Adapun penyebab utama terdapat bagian laba yang belum dapat direalisasikan dalam bentuk cash, adalah sebagai berikut;
(1) Laba yang masih tertahan ditangan customer sebesar USD 25,9 juta. Itu sebabnya saldo piutang usaha naik dari USD 146,7 juta menjadi USD 172,6 juta.
(2) Bagian daripada laba (cash) tersebut telah digunakan untuk bayar uang muka operasional sebesar USD 7,4 juta . Yang menyebakan saldo "uang muka kegiatan Operasional" mengalami kenaikan dari USD 19,7 juta, naik menjadi USD 27,1 juta.
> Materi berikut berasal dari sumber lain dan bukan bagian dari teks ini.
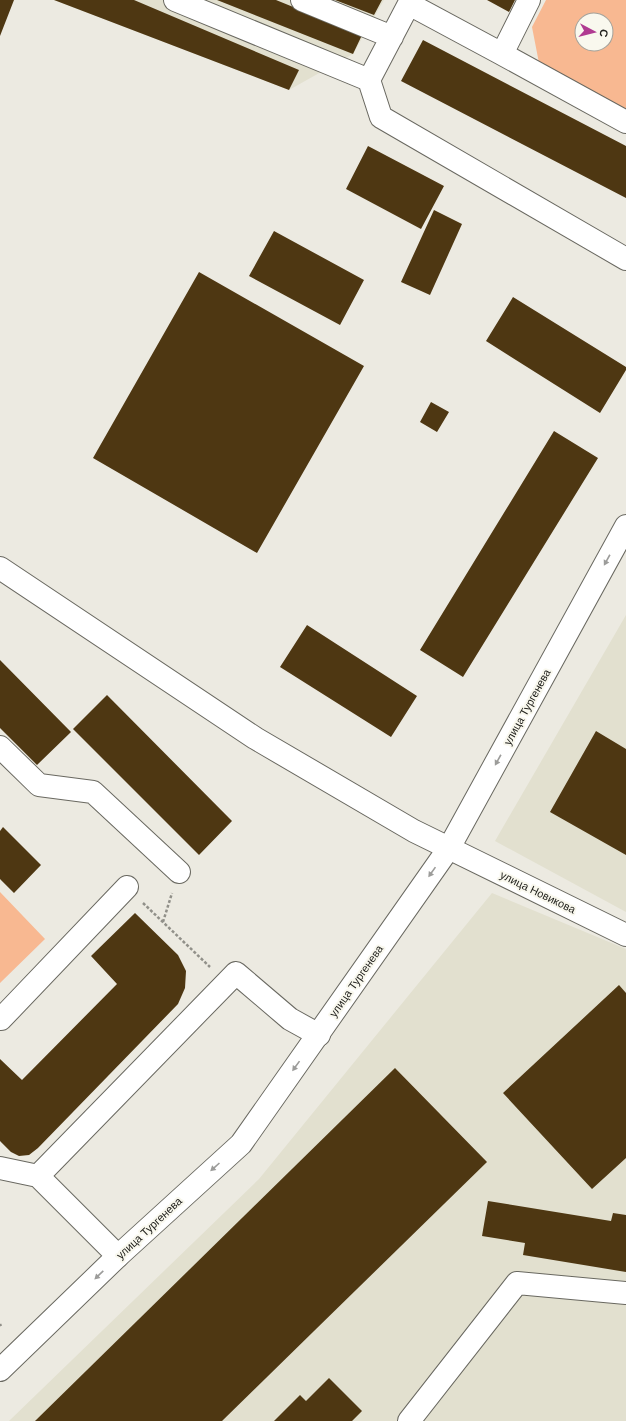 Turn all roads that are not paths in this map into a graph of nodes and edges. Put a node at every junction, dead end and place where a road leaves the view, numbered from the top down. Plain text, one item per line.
1 (175, 0) edge
2 (302, 0) edge
3 (529, 0) edge
4 (410, 2) edge
5 (392, 37) junction
6 (502, 54) junction
7 (369, 80) junction
8 (626, 122) edge
9 (626, 259) edge
10 (626, 526) edge
11 (0, 568) edge
12 (0, 747) edge
13 (449, 848) junction
14 (179, 872) road end
15 (127, 887) road end
16 (626, 935) edge
17 (0, 1018) edge
18 (319, 1035) junction
19 (0, 1168) edge
20 (38, 1176) junction
21 (118, 1256) junction
22 (626, 1293) edge
23 (0, 1370) edge
24 (408, 1421) edge

1 - 7 main road
2 - 5 main road
3 - 6 main road
4 - 5 main road
4 - 6 main road
5 - 7 main road
6 - 8 main road
7 - 9 main road
10 -> 13 main road, улица Тургенева
11 - 13 main road, улица Новикова
12 - 14 main road
13 - 16 main road, улица Новикова
13 -> 18 main road, улица Тургенева
15 - 17 main road
18 - 20 main road
18 -> 21 main road, улица Тургенева
19 - 20 main road
20 - 21 main road
21 -> 23 main road, улица Тургенева
22 - 24 main road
Mungkin itu, penyebab utama, kenapa laba yang dibagikan dalam bentuk #dividend hanya sebesar Rp. 163,7 miliar atau setara dengan USD 11,3 juta, yaitu karena laba yang masih belum dapat direalisasikan malah semakin bertambah besar dibandingkan dengan tahun 2021, yang nilai kenaikannya pada tahun 2022 sebesar = 25,9 juta + 7,4 juta = USD 31,4 juta.
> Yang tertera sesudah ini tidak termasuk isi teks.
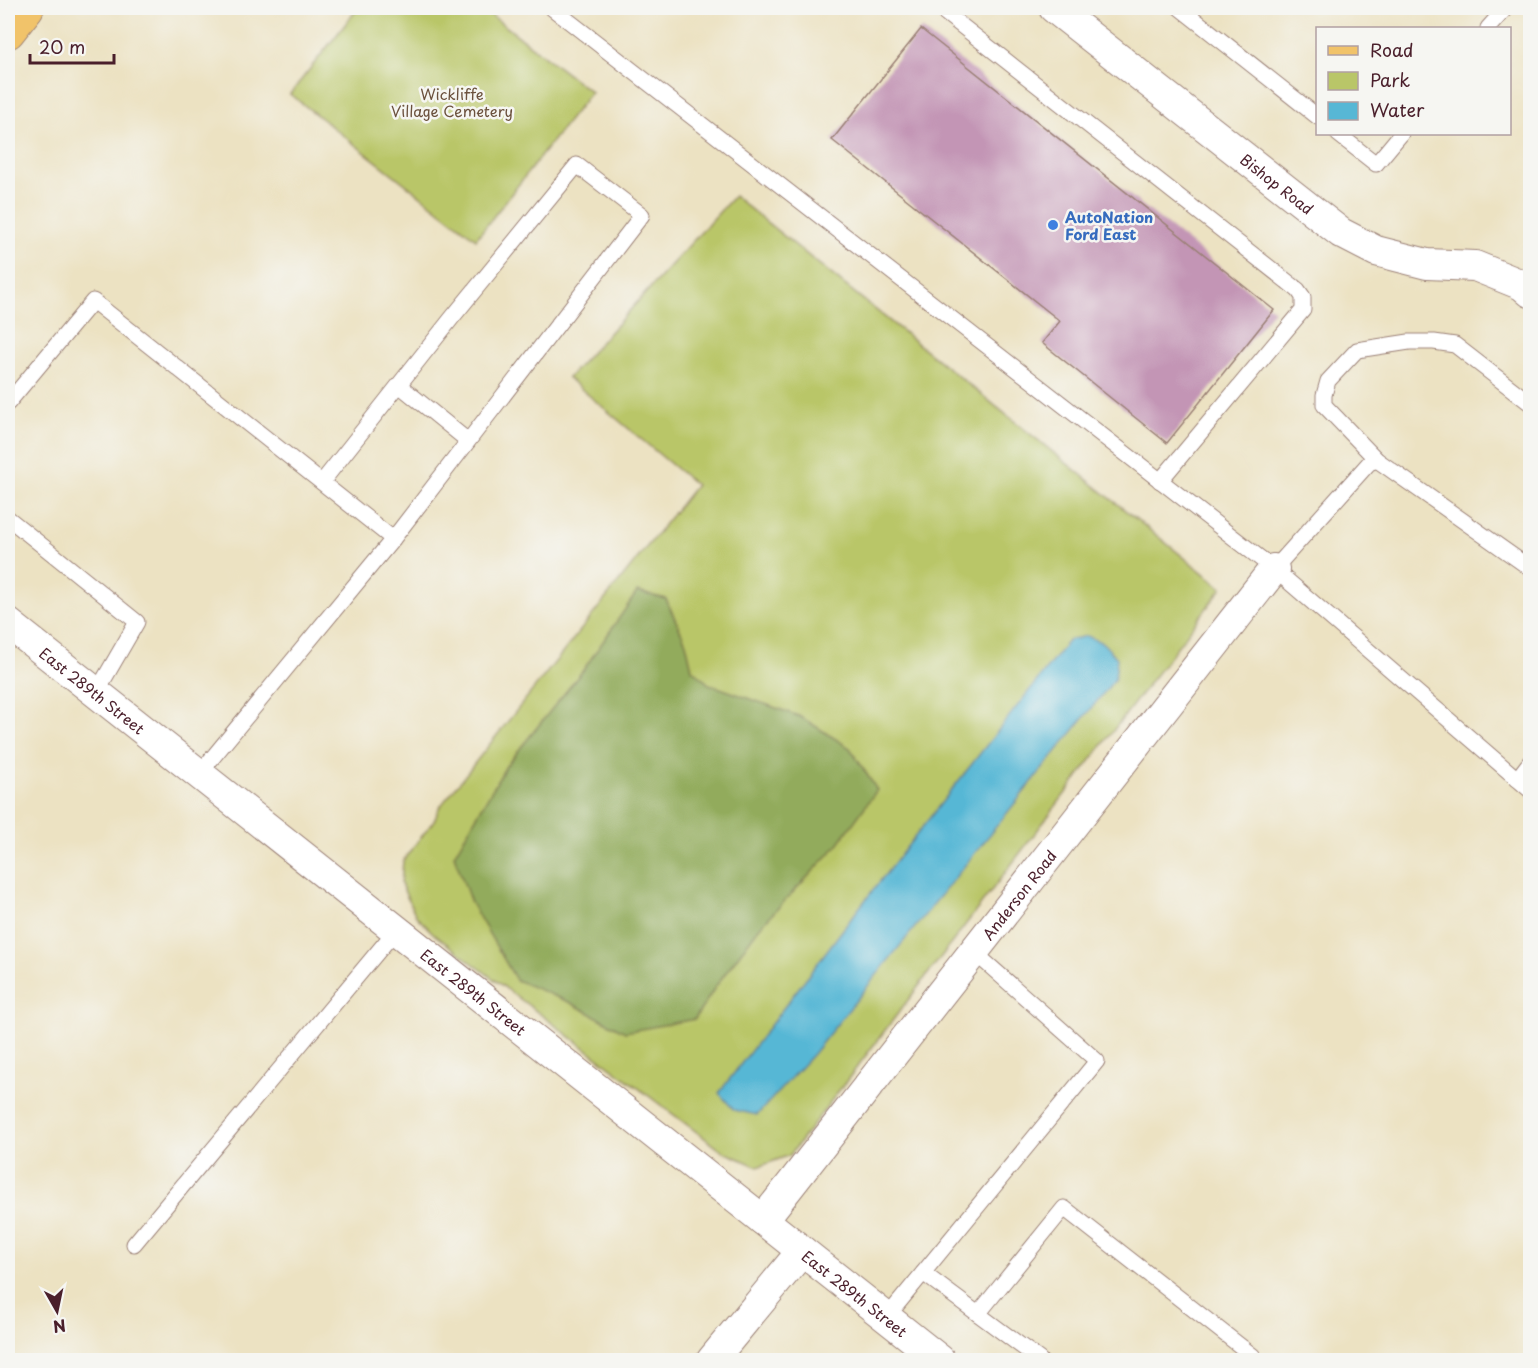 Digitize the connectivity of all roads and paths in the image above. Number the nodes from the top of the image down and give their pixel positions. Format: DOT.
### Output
graph roads {
  1 [pos="27,8"];
  2 [pos="552,8"];
  3 [pos="939,8"];
  4 [pos="1054,8"];
  5 [pos="1180,8"];
  6 [pos="1506,8"];
  7 [pos="1489,27"];
  8 [pos="8,32"];
  9 [pos="1316,116"];
  10 [pos="1339,135"];
  11 [pos="1400,135"];
  12 [pos="1530,292"];
  13 [pos="399,385"];
  14 [pos="8,403"];
  15 [pos="1530,403"];
  16 [pos="468,441"];
  17 [pos="1377,460"];
  18 [pos="1161,481"];
  19 [pos="322,482"];
  20 [pos="8,518"];
  21 [pos="393,539"];
  22 [pos="1274,568"];
  23 [pos="1530,568"];
  24 [pos="8,622"];
  25 [pos="96,693"];
  26 [pos="1530,762"];
  27 [pos="199,774"];
  28 [pos="1517,779"];
  29 [pos="1530,790"];
  30 [pos="396,930"];
  31 [pos="974,952"];
  32 [pos="763,1220"];
  33 [pos="134,1244"];
  34 [pos="802,1251"];
  35 [pos="923,1273"];
  36 [pos="978,1314"];
  37 [pos="886,1318"];
  38 [pos="712,1360"];
  39 [pos="940,1360"];
  40 [pos="1040,1360"];
  41 [pos="1249,1360"];
  1 -- 8 [label="main road"];
  2 -- 18 [label="lane"];
  3 -- 18 [label="lane"];
  4 -- 12 [label="street, Bishop Road"];
  5 -- 9 [label="lane"];
  6 -- 7 [label="lane"];
  10 -- 11 [label="lane"];
  13 -- 16 [label="lane"];
  13 -- 16 [label="lane"];
  13 -- 19 [label="lane"];
  14 -- 19 [label="lane"];
  15 -- 17 [label="lane"];
  16 -- 21 [label="lane"];
  17 -- 22 [label="lane"];
  17 -- 23 [label="lane"];
  18 -- 22 [label="lane"];
  19 -- 21 [label="lane"];
  20 -- 25 [label="lane"];
  21 -- 27 [label="lane"];
  22 -- 28 [label="lane"];
  22 -- 31 [label="street, Anderson Road"];
  24 -- 25 [label="street, East 289th Street"];
  25 -- 27 [label="street, East 289th Street"];
  26 -- 28 [label="lane"];
  27 -- 30 [label="street, East 289th Street"];
  28 -- 29 [label="lane"];
  30 -- 32 [label="street, East 289th Street"];
  30 -- 33 [label="lane"];
  31 -- 32 [label="street, Anderson Road"];
  31 -- 35 [label="lane"];
  32 -- 34 [label="street, East 289th Street"];
  34 -- 37 [label="street, East 289th Street"];
  34 -- 38 [label="street"];
  35 -- 36 [label="lane"];
  35 -- 37 [label="lane"];
  36 -- 40 [label="lane"];
  36 -- 41 [label="lane"];
  37 -- 39 [label="street, East 289th Street"];
}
Tentu saja itu cuman sekedar dugaan, yang mungkin juga penyebab lainnya adalah "emiten memang sedang tidak optimis dengan masa depan SMDR", itu sebabnya pembagian laba harus dihemat-hemat. Sebab masa depan tidak ada yang tau..... Beda banget dengan emiten cyclical lain seperti emiten batubara yang jor-joran membagi dividend dengan DPR hingga 100%.